ZFS and green drives/TLER

5,753

Solution 1

WDC Green drives have the "deep recovery" problem. You'll need Red or RE drives to avoid it.

I have a ZFS RAIDZ of Green drives at home. They've lasted almost 3 years of Power On Hours without a single error. This may be just lucky, but errors don't generally happen all that often. So you have to ask, is the cost difference worth it. Take the value of up-time multiply by the likelihood of failure, now you have the amount of additional money you should spend on tech that would mitigate that potential failure mode. In most business situations, the answer is going to be a clear yes, as the cost difference is fairly small.

Solution 2

WD Green drives are fine as long as you know how to modify their settings. I believe WD makes a habit of standardizing their firmware across several lines and making slight modifications to settings in the firmware to differentiate those lines.

For instance, the green drives are not advertised as supporting TLER and have 'cool n' quiet' as one of their marketing buzzwords. Reds are the opposite - they have TLER and don't spin down (or timeout defaults to a much larger interval). However, both models have firmware that supports turning either of these features on or off.

I've modified Green drives' firmware settings using WDTLER and WDIDLE3 utilities, now TLER is set to on, and they don't automatically spin-down.

I am not using ZFS, but from what I understand TLER is what helps you avoid 'deep recovery' errors with ZFS and hardware RAID controllers. (It's also called ERC in Seagate-speak). (Update: I AM using ZFS now and I have subsequently turned TLER off).

I have not had any problem enabling TLER on any of the 3 WD Green drive models I have configured: WD20EZRX, WD20EARX and WD20EARS I can personally vouch for these models, but not any others.

These 6 WD 2TB green drives that I've purchased over the years are currently being used in a RAID-10 array that is using PCI passthrough to a Synology Diskstation VM in ESXi 6.5a, and were previously an MDADM/LVM array in Ubuntu 12.04 bare-metal. Controller is an Intel Cougar Point HBA on Supermicro X9SCL-F-O. Update: I still have these same drives a year later which are now in a FreeBSD 11.1-RELEASE VM using ZFS 3-vdev striped mirrors.

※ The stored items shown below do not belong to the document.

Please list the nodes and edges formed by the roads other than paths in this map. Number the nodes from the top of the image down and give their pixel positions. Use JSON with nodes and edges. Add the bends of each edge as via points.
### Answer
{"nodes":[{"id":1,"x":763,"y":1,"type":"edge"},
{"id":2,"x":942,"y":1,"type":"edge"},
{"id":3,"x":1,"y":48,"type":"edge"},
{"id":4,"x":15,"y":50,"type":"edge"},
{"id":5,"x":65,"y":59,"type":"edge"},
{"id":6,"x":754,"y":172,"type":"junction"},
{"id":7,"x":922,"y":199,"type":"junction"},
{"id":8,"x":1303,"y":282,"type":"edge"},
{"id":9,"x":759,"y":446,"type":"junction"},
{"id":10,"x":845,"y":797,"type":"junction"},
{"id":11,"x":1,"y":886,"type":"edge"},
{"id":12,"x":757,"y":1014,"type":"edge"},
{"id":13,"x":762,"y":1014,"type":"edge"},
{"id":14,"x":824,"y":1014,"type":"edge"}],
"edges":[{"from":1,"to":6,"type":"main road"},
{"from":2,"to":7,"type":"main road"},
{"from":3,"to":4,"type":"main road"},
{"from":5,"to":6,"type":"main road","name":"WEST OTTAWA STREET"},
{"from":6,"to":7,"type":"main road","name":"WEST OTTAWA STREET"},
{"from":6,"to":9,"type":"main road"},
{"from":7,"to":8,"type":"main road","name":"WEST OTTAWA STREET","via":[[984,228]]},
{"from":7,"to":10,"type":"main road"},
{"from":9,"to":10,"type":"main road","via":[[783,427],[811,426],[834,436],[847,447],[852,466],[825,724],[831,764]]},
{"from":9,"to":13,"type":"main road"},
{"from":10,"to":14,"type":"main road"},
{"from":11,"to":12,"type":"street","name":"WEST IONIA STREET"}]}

The drives have been running nearly 24/7 since 2010 for the EARS, since 2012 for the EARX and since 2015 for the EZRX. They seem perfectly acceptable for RAID use after using aforementioned utilities to modify firmware settings. Using them stock for a NAS without modification, however, is not recommended. The older drives have extremely high power cycle counts from being used 24/7 without turning idle/spindown off, since I didn't know about turning it off until after I had already owned them several years.

WD Reds have other advertised features, such as shock absorption which is supposed to help them in various array sizes. However, I haven't had any problem with the Green drives in a 6-drive array (I use two IStarUSA 2x5.25 to 3x3.5 hot-swap bay converters). Consequently, the experience makes me suspect these 'features' are little more than just mere marketing buzzwords to help inflate the price of their Red drives.

I'd like to add a reference for anyone interested in using WDIDLE3:

The source of the problem is Western Digital's attempt to make the device "more green" - use less electricity. One way to accomplish this goal is to park the heads on a plastic pad after eight seconds of no read/write requests instead of allowing them to float over the spinning platters of the hard drive. This adds up to 10,800 cycles each day. The numerous scrapings gradually wears out the heads. According to some literature, 250,000 to 1,250,000 cycles will result in damage that will lead to read/write errors. If you do the math, data corruption will begin within 23.148 to 115.741 days if you are employing the hard drive on a heavily used server. Regular consumers will not notice read/write problems until later. Some WD drives reported 3,000 to 5,000 cycles per day. At this rate, the first instances of data corruption will begin within 83.33 to 250 days.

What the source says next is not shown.